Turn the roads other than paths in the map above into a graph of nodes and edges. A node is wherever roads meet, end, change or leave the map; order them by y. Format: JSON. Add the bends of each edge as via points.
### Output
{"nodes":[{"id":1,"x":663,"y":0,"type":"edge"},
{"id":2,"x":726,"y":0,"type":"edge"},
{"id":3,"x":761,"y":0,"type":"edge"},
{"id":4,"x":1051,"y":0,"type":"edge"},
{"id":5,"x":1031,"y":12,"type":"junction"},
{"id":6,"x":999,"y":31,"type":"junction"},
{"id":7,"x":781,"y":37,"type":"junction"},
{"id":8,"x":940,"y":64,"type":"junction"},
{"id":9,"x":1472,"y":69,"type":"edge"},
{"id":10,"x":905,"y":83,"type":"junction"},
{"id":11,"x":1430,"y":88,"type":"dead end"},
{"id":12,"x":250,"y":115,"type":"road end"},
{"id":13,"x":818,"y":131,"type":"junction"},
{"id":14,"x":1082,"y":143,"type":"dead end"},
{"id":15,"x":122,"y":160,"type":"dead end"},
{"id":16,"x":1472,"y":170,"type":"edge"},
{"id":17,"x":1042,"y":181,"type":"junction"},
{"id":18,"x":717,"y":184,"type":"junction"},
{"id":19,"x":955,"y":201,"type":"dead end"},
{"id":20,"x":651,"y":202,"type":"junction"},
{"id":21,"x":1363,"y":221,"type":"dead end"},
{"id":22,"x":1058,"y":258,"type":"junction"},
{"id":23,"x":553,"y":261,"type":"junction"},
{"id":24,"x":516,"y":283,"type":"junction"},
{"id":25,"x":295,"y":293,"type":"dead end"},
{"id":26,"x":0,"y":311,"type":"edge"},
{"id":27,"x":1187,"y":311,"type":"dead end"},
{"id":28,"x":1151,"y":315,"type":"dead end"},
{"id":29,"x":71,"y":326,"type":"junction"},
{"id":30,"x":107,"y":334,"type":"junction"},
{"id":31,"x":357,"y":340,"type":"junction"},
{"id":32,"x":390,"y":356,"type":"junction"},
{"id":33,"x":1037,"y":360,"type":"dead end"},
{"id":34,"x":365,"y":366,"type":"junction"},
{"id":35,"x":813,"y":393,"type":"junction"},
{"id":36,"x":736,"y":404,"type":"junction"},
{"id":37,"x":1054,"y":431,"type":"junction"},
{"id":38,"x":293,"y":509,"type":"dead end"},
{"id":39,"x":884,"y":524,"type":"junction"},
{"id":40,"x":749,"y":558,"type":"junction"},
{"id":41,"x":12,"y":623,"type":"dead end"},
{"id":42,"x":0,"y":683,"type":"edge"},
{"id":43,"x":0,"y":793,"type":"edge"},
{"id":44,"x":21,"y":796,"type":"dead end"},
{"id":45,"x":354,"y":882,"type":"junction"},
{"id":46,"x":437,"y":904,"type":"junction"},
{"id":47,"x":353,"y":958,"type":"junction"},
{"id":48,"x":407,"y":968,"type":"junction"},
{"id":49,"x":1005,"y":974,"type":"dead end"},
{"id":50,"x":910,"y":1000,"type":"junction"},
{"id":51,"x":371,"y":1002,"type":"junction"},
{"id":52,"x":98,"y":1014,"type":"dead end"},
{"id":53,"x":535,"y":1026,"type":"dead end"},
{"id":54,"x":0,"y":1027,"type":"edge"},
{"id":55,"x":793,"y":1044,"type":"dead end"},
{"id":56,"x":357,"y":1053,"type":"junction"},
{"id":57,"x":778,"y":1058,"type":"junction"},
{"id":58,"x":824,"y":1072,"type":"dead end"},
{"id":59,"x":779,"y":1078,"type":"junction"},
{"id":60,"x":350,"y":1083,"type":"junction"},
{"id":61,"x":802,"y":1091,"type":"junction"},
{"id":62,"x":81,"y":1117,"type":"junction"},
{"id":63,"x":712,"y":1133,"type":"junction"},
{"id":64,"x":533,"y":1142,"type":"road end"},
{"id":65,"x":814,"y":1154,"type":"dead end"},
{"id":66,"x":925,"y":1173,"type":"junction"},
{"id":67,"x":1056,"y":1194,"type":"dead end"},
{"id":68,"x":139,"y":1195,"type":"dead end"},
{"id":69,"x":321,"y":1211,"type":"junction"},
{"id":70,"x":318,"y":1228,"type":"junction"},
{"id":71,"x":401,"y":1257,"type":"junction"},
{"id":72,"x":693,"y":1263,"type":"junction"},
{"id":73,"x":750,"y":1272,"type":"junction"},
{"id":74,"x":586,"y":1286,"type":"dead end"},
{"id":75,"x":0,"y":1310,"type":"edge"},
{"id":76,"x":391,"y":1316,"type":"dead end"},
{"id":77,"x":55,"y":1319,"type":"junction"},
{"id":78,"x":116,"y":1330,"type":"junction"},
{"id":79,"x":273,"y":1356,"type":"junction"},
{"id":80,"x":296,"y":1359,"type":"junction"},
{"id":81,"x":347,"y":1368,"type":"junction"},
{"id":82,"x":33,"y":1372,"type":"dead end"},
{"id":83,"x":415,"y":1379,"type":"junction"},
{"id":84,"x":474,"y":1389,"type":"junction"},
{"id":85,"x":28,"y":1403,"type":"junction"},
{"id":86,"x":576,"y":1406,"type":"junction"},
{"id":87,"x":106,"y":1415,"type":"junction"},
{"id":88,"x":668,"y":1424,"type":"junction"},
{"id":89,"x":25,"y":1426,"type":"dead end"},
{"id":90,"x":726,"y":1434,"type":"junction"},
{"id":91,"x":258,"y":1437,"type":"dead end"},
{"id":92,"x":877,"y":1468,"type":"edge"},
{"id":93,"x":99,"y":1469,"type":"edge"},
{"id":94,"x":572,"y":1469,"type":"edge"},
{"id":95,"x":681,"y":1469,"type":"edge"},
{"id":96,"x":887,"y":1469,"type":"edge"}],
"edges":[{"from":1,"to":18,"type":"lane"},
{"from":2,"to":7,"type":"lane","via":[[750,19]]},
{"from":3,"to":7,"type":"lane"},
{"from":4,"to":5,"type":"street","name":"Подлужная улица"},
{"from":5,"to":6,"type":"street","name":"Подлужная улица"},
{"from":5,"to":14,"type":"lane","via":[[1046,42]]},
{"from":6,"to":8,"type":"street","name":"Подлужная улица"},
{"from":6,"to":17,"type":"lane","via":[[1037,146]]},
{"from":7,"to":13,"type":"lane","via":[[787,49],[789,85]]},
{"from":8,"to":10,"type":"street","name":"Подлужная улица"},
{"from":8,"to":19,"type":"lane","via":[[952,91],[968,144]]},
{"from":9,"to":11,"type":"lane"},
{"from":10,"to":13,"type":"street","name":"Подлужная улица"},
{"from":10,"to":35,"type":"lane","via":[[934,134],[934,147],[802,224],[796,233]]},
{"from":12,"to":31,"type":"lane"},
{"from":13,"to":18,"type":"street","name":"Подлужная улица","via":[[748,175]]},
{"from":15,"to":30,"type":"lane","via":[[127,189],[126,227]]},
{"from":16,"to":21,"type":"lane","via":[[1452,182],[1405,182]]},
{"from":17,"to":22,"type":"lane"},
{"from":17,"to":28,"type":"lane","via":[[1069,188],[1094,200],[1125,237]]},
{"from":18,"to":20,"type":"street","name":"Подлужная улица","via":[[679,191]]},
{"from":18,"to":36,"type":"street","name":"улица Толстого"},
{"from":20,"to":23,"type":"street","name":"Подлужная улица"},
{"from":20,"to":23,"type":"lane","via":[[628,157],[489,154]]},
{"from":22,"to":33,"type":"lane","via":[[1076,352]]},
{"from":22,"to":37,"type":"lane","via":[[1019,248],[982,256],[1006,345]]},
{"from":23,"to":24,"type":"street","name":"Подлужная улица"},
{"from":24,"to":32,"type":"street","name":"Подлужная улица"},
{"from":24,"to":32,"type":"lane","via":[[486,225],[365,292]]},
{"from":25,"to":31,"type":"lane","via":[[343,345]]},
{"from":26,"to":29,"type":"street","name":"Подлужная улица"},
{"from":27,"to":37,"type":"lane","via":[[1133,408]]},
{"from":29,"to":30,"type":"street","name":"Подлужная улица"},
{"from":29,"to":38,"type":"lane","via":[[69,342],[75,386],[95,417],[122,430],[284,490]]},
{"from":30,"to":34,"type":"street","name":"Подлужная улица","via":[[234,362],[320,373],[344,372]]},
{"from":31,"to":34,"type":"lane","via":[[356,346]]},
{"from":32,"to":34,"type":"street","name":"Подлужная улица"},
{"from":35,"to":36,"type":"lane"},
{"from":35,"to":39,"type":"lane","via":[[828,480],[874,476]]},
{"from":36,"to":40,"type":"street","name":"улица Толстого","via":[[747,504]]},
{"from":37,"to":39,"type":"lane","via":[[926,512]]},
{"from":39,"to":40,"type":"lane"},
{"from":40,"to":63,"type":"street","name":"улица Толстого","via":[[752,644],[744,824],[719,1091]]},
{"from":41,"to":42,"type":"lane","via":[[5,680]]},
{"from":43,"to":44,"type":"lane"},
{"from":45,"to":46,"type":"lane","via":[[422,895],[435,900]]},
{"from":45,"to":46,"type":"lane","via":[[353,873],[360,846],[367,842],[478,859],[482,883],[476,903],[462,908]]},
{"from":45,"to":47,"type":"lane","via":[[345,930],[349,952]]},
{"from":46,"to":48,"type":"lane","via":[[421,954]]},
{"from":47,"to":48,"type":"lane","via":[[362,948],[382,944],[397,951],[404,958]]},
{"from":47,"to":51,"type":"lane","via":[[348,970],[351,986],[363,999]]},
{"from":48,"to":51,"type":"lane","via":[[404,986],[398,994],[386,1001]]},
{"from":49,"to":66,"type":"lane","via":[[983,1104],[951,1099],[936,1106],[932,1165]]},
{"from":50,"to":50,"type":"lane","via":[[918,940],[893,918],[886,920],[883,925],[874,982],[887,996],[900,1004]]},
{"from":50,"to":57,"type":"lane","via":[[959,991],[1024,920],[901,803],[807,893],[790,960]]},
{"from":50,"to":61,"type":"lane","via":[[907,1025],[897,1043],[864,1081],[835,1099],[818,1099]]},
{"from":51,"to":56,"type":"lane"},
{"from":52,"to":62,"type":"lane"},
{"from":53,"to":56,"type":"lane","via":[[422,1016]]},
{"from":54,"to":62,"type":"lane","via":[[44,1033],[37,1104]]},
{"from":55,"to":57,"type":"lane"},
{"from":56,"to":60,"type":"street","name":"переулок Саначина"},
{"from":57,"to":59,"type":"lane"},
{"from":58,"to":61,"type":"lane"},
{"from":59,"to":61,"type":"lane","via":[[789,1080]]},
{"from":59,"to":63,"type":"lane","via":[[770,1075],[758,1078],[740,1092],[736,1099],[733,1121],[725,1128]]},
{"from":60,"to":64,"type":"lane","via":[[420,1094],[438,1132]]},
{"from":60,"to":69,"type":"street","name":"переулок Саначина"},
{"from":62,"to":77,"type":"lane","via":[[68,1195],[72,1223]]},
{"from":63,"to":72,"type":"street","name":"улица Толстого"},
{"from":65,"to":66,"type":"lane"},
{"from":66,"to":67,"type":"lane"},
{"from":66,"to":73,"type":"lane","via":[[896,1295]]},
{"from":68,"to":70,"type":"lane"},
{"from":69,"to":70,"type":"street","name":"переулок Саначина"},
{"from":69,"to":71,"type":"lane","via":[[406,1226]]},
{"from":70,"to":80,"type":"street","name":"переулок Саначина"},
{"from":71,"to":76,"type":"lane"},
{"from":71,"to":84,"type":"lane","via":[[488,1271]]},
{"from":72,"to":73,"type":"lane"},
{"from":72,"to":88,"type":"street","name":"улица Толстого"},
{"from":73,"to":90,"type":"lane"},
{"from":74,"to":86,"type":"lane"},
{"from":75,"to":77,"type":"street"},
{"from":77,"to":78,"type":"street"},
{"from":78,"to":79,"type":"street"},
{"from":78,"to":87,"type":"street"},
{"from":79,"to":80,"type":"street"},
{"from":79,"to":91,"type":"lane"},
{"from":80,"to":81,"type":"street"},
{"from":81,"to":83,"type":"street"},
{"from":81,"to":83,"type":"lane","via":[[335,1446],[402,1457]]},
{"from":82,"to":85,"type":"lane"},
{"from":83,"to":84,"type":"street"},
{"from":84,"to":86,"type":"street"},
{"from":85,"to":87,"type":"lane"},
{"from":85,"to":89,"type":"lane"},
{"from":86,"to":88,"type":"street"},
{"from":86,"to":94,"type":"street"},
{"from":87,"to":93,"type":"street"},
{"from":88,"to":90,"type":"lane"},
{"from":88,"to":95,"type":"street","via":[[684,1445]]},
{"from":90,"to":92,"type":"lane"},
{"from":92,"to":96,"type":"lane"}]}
****************************************
- WHAT THIS TASK INVOLVES: Which lines above contain the word "переулок"? Copy all of them.

- ANSWER TO THIS EXERCISE:
{"from":56,"to":60,"type":"street","name":"переулок Саначина"},
{"from":60,"to":69,"type":"street","name":"переулок Саначина"},
{"from":69,"to":70,"type":"street","name":"переулок Саначина"},
{"from":70,"to":80,"type":"street","name":"переулок Саначина"},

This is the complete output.